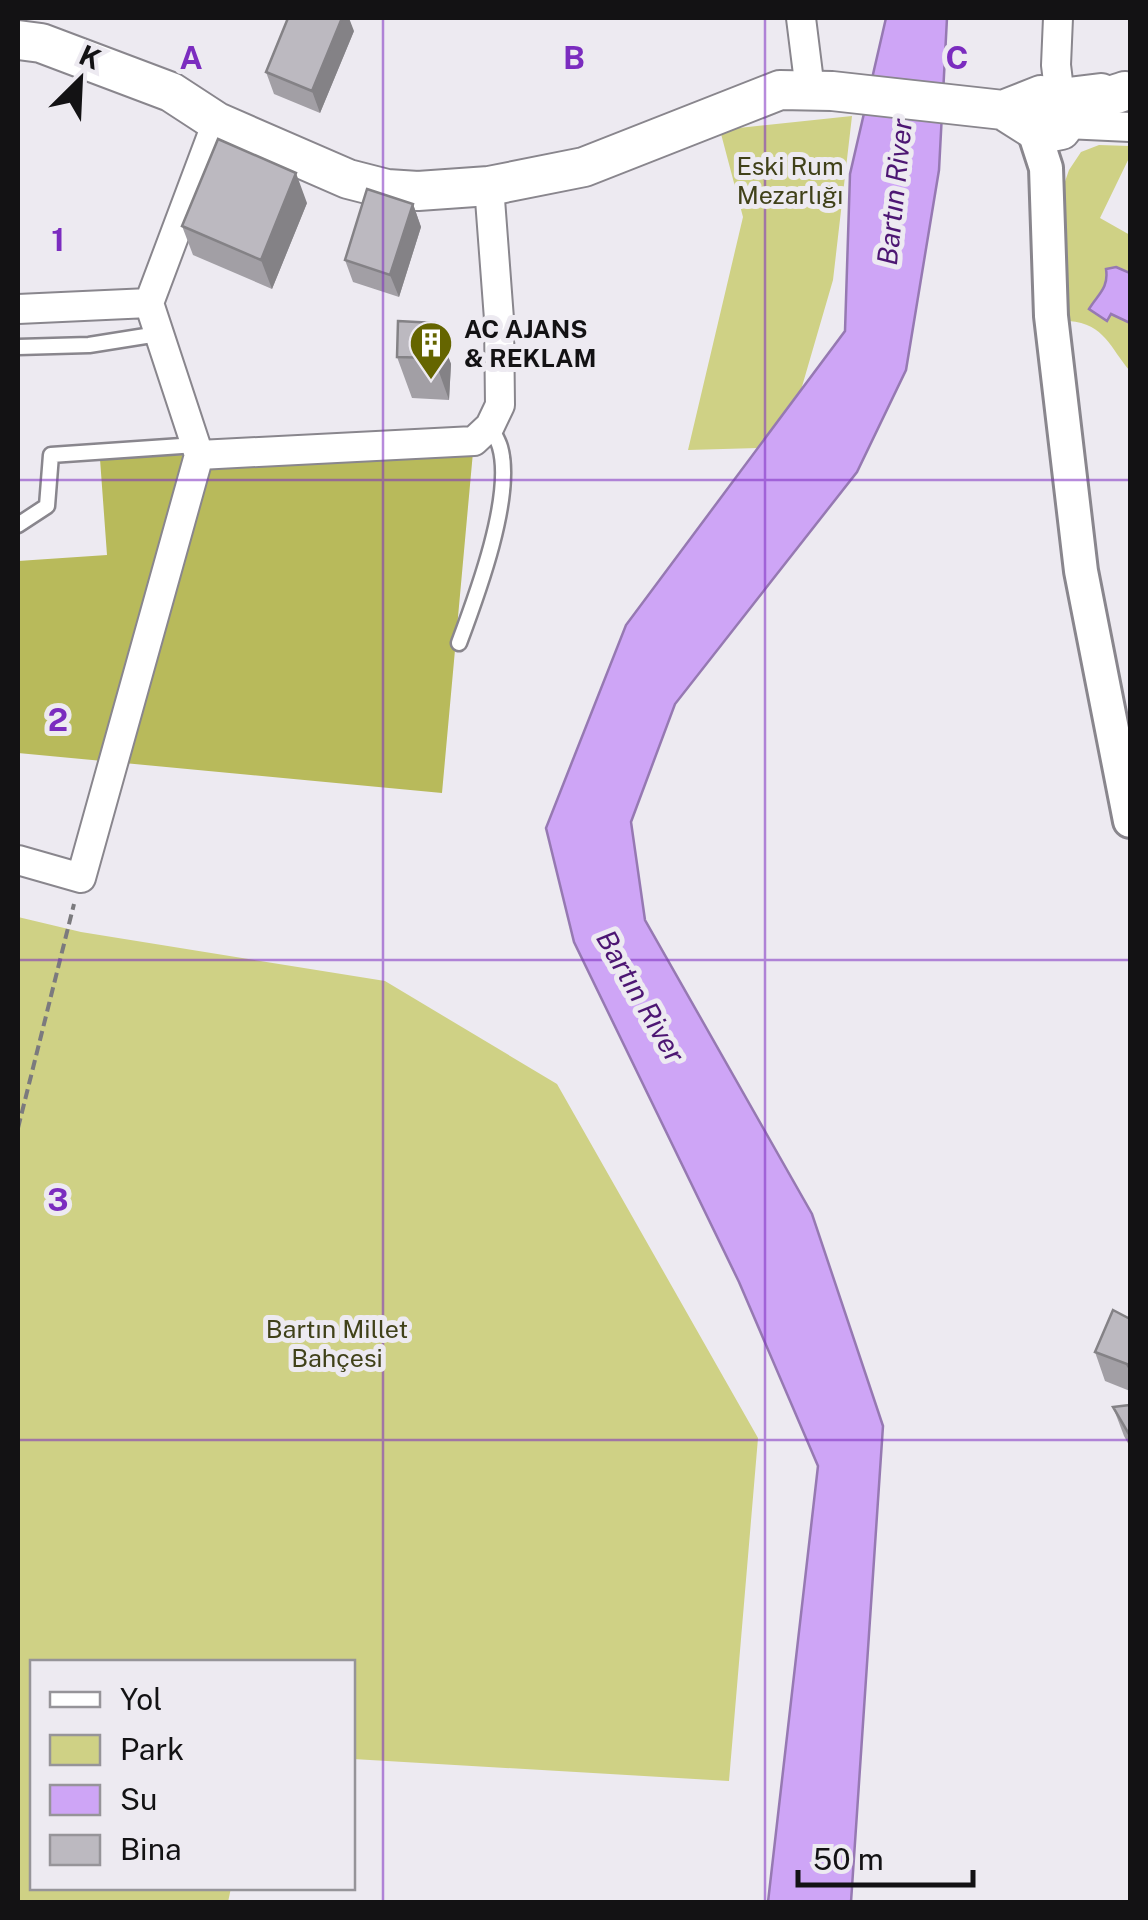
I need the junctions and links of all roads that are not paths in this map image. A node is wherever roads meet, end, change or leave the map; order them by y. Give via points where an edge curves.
1 (801, 18) edge
2 (1058, 18) edge
3 (18, 40) edge
4 (821, 91) junction
5 (1129, 103) edge
6 (1045, 109) junction
7 (217, 122) junction
8 (489, 186) junction
9 (149, 304) junction
10 (18, 309) edge
11 (158, 334) junction
12 (18, 347) edge
13 (490, 426) junction
14 (198, 450) junction
15 (18, 525) edge
16 (459, 642) dead end
17 (1130, 821) edge
18 (18, 860) edge

1 - 4 street
2 - 6 street
3 - 7 main road via 171,92
4 - 6 main road
4 - 8 main road via 780,90 584,168
5 - 6 main road
6 - 17 street via 1051,316 1080,571
7 - 8 main road via 387,189
7 - 9 street
8 - 13 street via 500,368 500,405
9 - 10 street
9 - 11 street
11 - 12 lane
11 - 14 street
13 - 14 street via 474,442
13 - 16 lane via 502,477 480,585
14 - 15 lane via 52,454 48,506
14 - 18 street via 81,878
────────────────────────────────────────
DIRECTIONS FOR THIS TASK: Would you copy the records word for word, without any of their pictures?

ANSWER TO THIS TASK:
I need the junctions and links of all roads that are not paths in this map image. A node is wherever roads meet, end, change or leave the map; order them by y. Give via points where an edge curves.
1 (801, 18) edge
2 (1058, 18) edge
3 (18, 40) edge
4 (821, 91) junction
5 (1129, 103) edge
6 (1045, 109) junction
7 (217, 122) junction
8 (489, 186) junction
9 (149, 304) junction
10 (18, 309) edge
11 (158, 334) junction
12 (18, 347) edge
13 (490, 426) junction
14 (198, 450) junction
15 (18, 525) edge
16 (459, 642) dead end
17 (1130, 821) edge
18 (18, 860) edge

1 - 4 street
2 - 6 street
3 - 7 main road via 171,92
4 - 6 main road
4 - 8 main road via 780,90 584,168
5 - 6 main road
6 - 17 street via 1051,316 1080,571
7 - 8 main road via 387,189
7 - 9 street
8 - 13 street via 500,368 500,405
9 - 10 street
9 - 11 street
11 - 12 lane
11 - 14 street
13 - 14 street via 474,442
13 - 16 lane via 502,477 480,585
14 - 15 lane via 52,454 48,506
14 - 18 street via 81,878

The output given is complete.